- Author : Yevgeny Zamyatin (1884-1937)
- Publisher : Penguin Classics
- Language : English
- Hardcover : 240 pages
- ISBN-13 : 9780143136293
A collectible hardcover centennial edition of the exhilarating Russian dystopian novel of totalitarian mass surveillance that inspired George Orwell's 1984, featuring a foreword by the National Book Award-winning New Yorker journalist Masha Gessen
A Penguin Vitae Edition
In a glass-enclosed city of absolute straight lines, ruled over by the all-powerful “Benefactor,” the citizens of the totalitarian society of OneState live out lives devoid of passion and creativity—until D-503, a mathematician who dreams in numbers, makes a discovery: He has an individual soul.
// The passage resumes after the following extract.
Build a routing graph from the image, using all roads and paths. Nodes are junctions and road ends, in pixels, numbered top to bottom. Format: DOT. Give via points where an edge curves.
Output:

Set in the twenty-sixth century AD, Yevgeny Zamyatin’s We is the archetype of the modern dystopia and the forerunner of works such as George Orwell’s 1984 and Aldous Huxley’s Brave New World. Suppressed for many years in Russia, it details the fate that might befall us all if we surrender to some collective dream of technology, and remains a resounding cry for individual freedom. Clarence Brown's brilliant translation is based on the corrected text of the novel, first published in Russia in 1988 after more than sixty years' suppression.
Penguin Vitae—loosely translated as "Penguin of one's life"—is a deluxe hardcover series from Penguin Classics celebrating a dynamic and diverse landscape of classic fiction and nonfiction from seventy-five years of classics publishing. Penguin Vitae provides readers with beautifully designed classics that have shaped the course of their lives, and welcomes new readers to discover these literary gifts of personal inspiration, intellectual engagement, and creative originality.
About the Author
Clarence Brown (translator/introducer; 1929-2015) was the editor of The Portable Twentieth-Century Russian Reader, which contains his translation of Zamyatin's short story "The Cave."
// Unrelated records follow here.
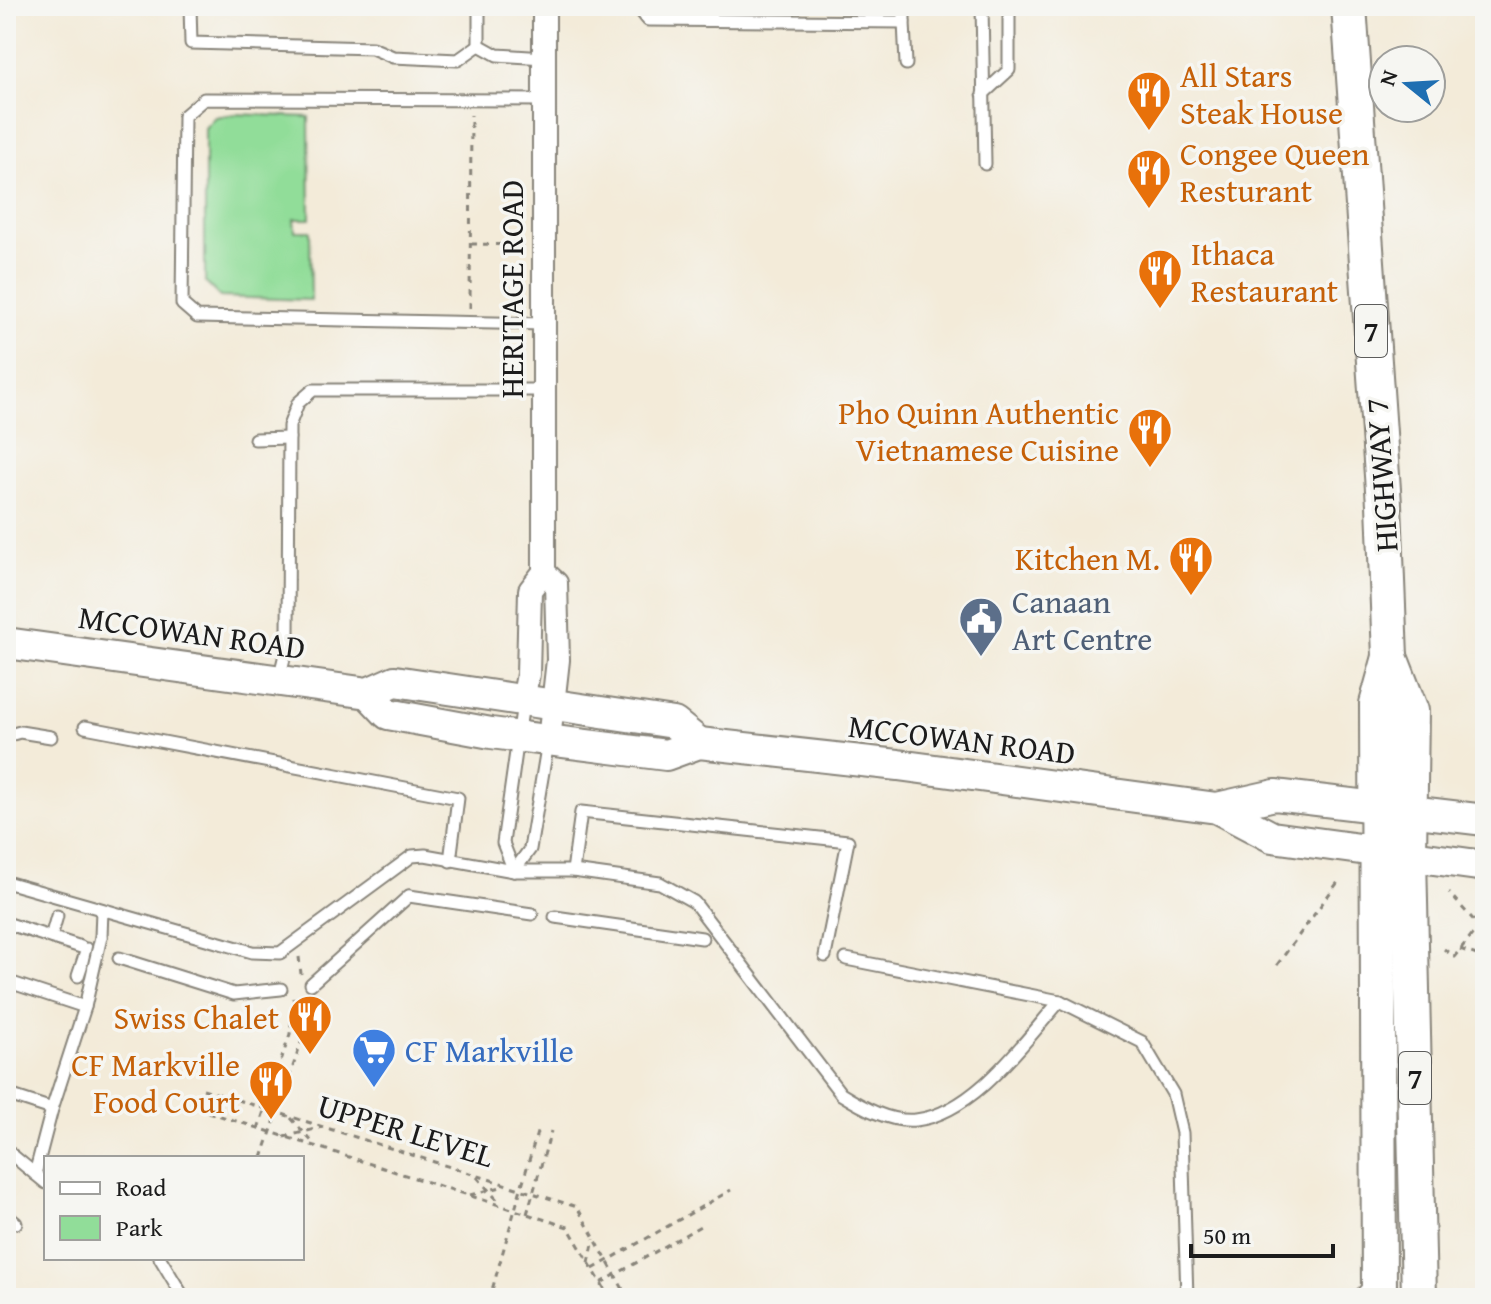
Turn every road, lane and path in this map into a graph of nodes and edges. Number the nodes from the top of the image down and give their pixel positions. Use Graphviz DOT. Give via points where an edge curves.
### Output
graph roads {
  1 [pos="190,6"];
  2 [pos="479,6"];
  3 [pos="544,6"];
  4 [pos="637,6"];
  5 [pos="904,6"];
  6 [pos="982,6"];
  7 [pos="1009,6"];
  8 [pos="1349,6"];
  9 [pos="904,22"];
  10 [pos="479,45"];
  11 [pos="545,58"];
  12 [pos="906,64"];
  13 [pos="983,94"];
  14 [pos="472,99"];
  15 [pos="545,100"];
  16 [pos="985,164"];
  17 [pos="471,244"];
  18 [pos="543,246"];
  19 [pos="470,323"];
  20 [pos="543,324"];
  21 [pos="542,390"];
  22 [pos="289,438"];
  23 [pos="255,439"];
  24 [pos="544,572"];
  25 [pos="6,643"];
  26 [pos="1390,657"];
  27 [pos="279,680"];
  28 [pos="368,693"];
  29 [pos="523,701"];
  30 [pos="553,705"];
  31 [pos="85,727"];
  32 [pos="6,736"];
  33 [pos="518,736"];
  34 [pos="51,737"];
  35 [pos="549,740"];
  36 [pos="699,743"];
  37 [pos="1376,806"];
  38 [pos="1217,808"];
  39 [pos="1410,810"];
  40 [pos="1485,820"];
  41 [pos="1392,855"];
  42 [pos="450,861"];
  43 [pos="1485,866"];
  44 [pos="514,871"];
  45 [pos="573,871"];
  46 [pos="6,882"];
  47 [pos="1338,882"];
  48 [pos="1449,893"];
  49 [pos="102,910"];
  50 [pos="532,914"];
  51 [pos="57,916"];
  52 [pos="555,917"];
  53 [pos="6,923"];
  54 [pos="51,937"];
  55 [pos="702,938"];
  56 [pos="298,940"];
  57 [pos="1444,949"];
  58 [pos="1460,949"];
  59 [pos="825,956"];
  60 [pos="119,958"];
  61 [pos="1485,958"];
  62 [pos="846,959"];
  63 [pos="1277,965"];
  64 [pos="78,976"];
  65 [pos="6,981"];
  66 [pos="311,984"];
  67 [pos="296,986"];
  68 [pos="281,989"];
  69 [pos="1060,1001"];
  70 [pos="85,1007"];
  71 [pos="203,1089"];
  72 [pos="6,1094"];
  73 [pos="52,1109"];
  74 [pos="208,1112"];
  75 [pos="278,1113"];
  76 [pos="289,1116"];
  77 [pos="323,1127"];
  78 [pos="258,1129"];
  79 [pos="538,1129"];
  80 [pos="551,1131"];
  81 [pos="283,1137"];
  82 [pos="317,1148"];
  83 [pos="6,1150"];
  84 [pos="263,1156"];
  85 [pos="35,1174"];
  86 [pos="475,1174"];
  87 [pos="44,1181"];
  88 [pos="509,1185"];
  89 [pos="520,1189"];
  90 [pos="731,1190"];
  91 [pos="467,1195"];
  92 [pos="503,1207"];
  93 [pos="527,1214"];
  94 [pos="6,1215"];
  95 [pos="16,1223"];
  96 [pos="702,1225"];
  97 [pos="594,1237"];
  98 [pos="161,1260"];
  99 [pos="608,1261"];
  100 [pos="589,1263"];
  101 [pos="593,1269"];
  102 [pos="601,1283"];
  103 [pos="1372,1291"];
  104 [pos="184,1298"];
  105 [pos="486,1298"];
  106 [pos="610,1298"];
  107 [pos="628,1298"];
  108 [pos="1187,1298"];
  109 [pos="1419,1298"];
  1 -- 10 [label="lane" via="191,43 372,48 393,57 458,60"];
  2 -- 10 [label="lane"];
  3 -- 11 [label="street, HERITAGE ROAD"];
  4 -- 9 [label="lane" via="648,20"];
  5 -- 9 [label="lane"];
  6 -- 13 [label="lane"];
  7 -- 13 [label="lane" via="1009,70"];
  8 -- 26 [label="main road, HIGHWAY 7 / 7"];
  9 -- 12 [label="lane"];
  10 -- 11 [label="lane" via="497,55"];
  11 -- 15 [label="street, HERITAGE ROAD"];
  13 -- 16 [label="lane"];
  14 -- 15 [label="lane"];
  14 -- 17 [label="path"];
  14 -- 19 [label="lane" via="204,99 184,116 182,304 197,317"];
  15 -- 18 [label="street, HERITAGE ROAD"];
  17 -- 18 [label="path"];
  17 -- 19 [label="path"];
  18 -- 20 [label="street, HERITAGE ROAD"];
  19 -- 20 [label="lane"];
  20 -- 21 [label="street, HERITAGE ROAD"];
  21 -- 22 [label="lane" via="313,390 298,403"];
  21 -- 24 [label="street, HERITAGE ROAD"];
  22 -- 23 [label="lane"];
  22 -- 27 [label="lane" via="288,642"];
  24 -- 29 [label="street, HERITAGE ROAD" via="530,590"];
  24 -- 30 [label="street, HERITAGE ROAD" via="556,583"];
  25 -- 27 [label="main road, MCCOWAN ROAD"];
  26 -- 37 [label="main road, HIGHWAY 7 / 7" via="1377,704"];
  26 -- 39 [label="main road, HIGHWAY 7 / 7" via="1411,711"];
  27 -- 28 [label="main road, MCCOWAN ROAD"];
  28 -- 29 [label="main road, MCCOWAN ROAD" via="395,681"];
  28 -- 33 [label="main road, MCCOWAN ROAD" via="388,714"];
  29 -- 30 [label="main road, MCCOWAN ROAD"];
  29 -- 33 [label="lane"];
  30 -- 35 [label="street, HERITAGE ROAD"];
  30 -- 36 [label="main road, MCCOWAN ROAD" via="674,723"];
  31 -- 42 [label="lane" via="458,798"];
  32 -- 34 [label="lane" via="20,732"];
  33 -- 35 [label="main road, MCCOWAN ROAD"];
  33 -- 44 [label="lane" via="503,843"];
  35 -- 36 [label="main road, MCCOWAN ROAD" via="666,755"];
  35 -- 44 [label="lane" via="530,849"];
  36 -- 38 [label="main road, MCCOWAN ROAD"];
  37 -- 38 [label="main road, MCCOWAN ROAD" via="1275,795"];
  37 -- 39 [label="main road, MCCOWAN ROAD"];
  37 -- 41 [label="main road, HIGHWAY 7 / 7"];
  38 -- 41 [label="main road, MCCOWAN ROAD" via="1272,837"];
  39 -- 40 [label="main road, MCCOWAN ROAD"];
  39 -- 41 [label="main road, HIGHWAY 7 / 7"];
  41 -- 43 [label="main road, MCCOWAN ROAD"];
  41 -- 103 [label="main road, HIGHWAY 7 / 7"];
  41 -- 109 [label="main road, HIGHWAY 7 / 7"];
  42 -- 44 [label="lane"];
  42 -- 56 [label="lane" via="412,856"];
  44 -- 45 [label="lane"];
  45 -- 59 [label="lane" via="581,812 848,841"];
  45 -- 69 [label="lane" via="660,883 694,902 841,1094 868,1111 915,1120 971,1099"];
  46 -- 49 [label="lane"];
  47 -- 63 [label="path"];
  48 -- 58 [label="path" via="1479,926"];
  49 -- 56 [label="lane" via="252,952 280,953"];
  49 -- 70 [label="lane, bridge"];
  50 -- 66 [label="lane" via="407,892"];
  51 -- 54 [label="lane"];
  52 -- 55 [label="lane"];
  53 -- 54 [label="lane"];
  54 -- 64 [label="lane" via="84,948"];
  56 -- 75 [label="path, UPPER LEVEL" via="307,1020"];
  57 -- 58 [label="path" via="1454,957"];
  58 -- 61 [label="path"];
  60 -- 68 [label="lane" via="234,994"];
  62 -- 69 [label="lane"];
  65 -- 70 [label="lane"];
  67 -- 78 [label="path" via="290,1034"];
  69 -- 108 [label="lane" via="1142,1042 1173,1094 1182,1133"];
  70 -- 73 [label="lane"];
  71 -- 75 [label="path, UPPER LEVEL"];
  72 -- 73 [label="lane"];
  73 -- 85 [label="lane"];
  74 -- 78 [label="path"];
  75 -- 76 [label="path, UPPER LEVEL"];
  75 -- 84 [label="path, UPPER LEVEL"];
  76 -- 77 [label="path, UPPER LEVEL"];
  76 -- 82 [label="path"];
  77 -- 81 [label="path"];
  77 -- 86 [label="path, UPPER LEVEL"];
  78 -- 81 [label="path"];
  79 -- 89 [label="path, UPPER LEVEL"];
  80 -- 93 [label="path"];
  81 -- 82 [label="path"];
  82 -- 91 [label="path"];
  83 -- 85 [label="lane"];
  85 -- 87 [label="lane"];
  86 -- 88 [label="path, UPPER LEVEL"];
  86 -- 92 [label="path"];
  88 -- 89 [label="path, UPPER LEVEL"];
  88 -- 91 [label="path"];
  89 -- 97 [label="path, UPPER LEVEL" via="577,1207"];
  89 -- 105 [label="path, UPPER LEVEL"];
  90 -- 99 [label="path"];
  91 -- 92 [label="path"];
  92 -- 93 [label="path"];
  93 -- 100 [label="path" via="568,1227"];
  94 -- 95 [label="lane"];
  96 -- 102 [label="path"];
  97 -- 99 [label="path, UPPER LEVEL"];
  97 -- 100 [label="path"];
  98 -- 104 [label="lane"];
  99 -- 101 [label="path"];
  99 -- 107 [label="path, UPPER LEVEL"];
  100 -- 101 [label="path"];
  101 -- 102 [label="path"];
  102 -- 106 [label="path"];
}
Masha Gessen (foreword) is the author of more than ten books, including the National Book Award-winning The Future Is History: How Totalitarianism Reclaimed Russia and The Man Without a Face: The Unlikely Rise of Vladimir Putin. A staff writer at The New Yorker and the recipient of numerous awards, including Guggenheim and Carnegie fellowships, Gessen teaches at Bard College and lives in New York City.